Task input: Begin
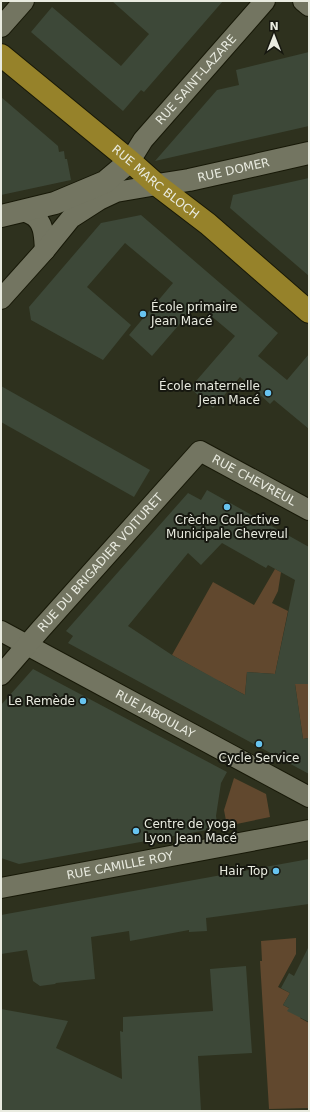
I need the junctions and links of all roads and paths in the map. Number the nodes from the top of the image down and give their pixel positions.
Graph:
1 (24, 1) edge
2 (265, 1) edge
3 (303, 1) edge
4 (309, 6) edge
5 (1, 27) edge
6 (1, 55) edge
7 (309, 153) edge
8 (130, 161) junction
9 (157, 185) junction
10 (22, 211) junction
11 (1, 216) edge
12 (45, 250) junction
13 (1, 299) edge
14 (309, 312) edge
15 (200, 451) joint
16 (309, 510) edge
17 (1, 631) edge
18 (27, 645) junction
19 (1, 675) edge
20 (309, 797) edge
21 (309, 830) edge
22 (1, 888) edge

1 - 5 street
2 - 8 street, RUE SAINT-LAZARE
3 - 4 street
6 - 8 main road, RUE MARC BLOCH
7 - 9 street, RUE DOMER
8 - 9 main road, RUE MARC BLOCH
8 - 10 street
9 - 12 street
9 - 14 main road, RUE MARC BLOCH
10 - 11 street
10 - 12 street
12 - 13 street
15 - 16 street, RUE CHEVREUL
15 - 18 street, RUE DU BRIGADIER VOITURET
17 - 18 street, RUE JABOULAY
18 - 19 street, RUE DU BRIGADIER VOITURET
18 - 20 street, RUE JABOULAY
21 - 22 street, RUE CAMILLE ROY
Task input: End
### [Exercise]
Your reply should hold all the lines from the listing above in which "VOITURET" appears.

### [Solved problem]
15 - 18 street, RUE DU BRIGADIER VOITURET
18 - 19 street, RUE DU BRIGADIER VOITURET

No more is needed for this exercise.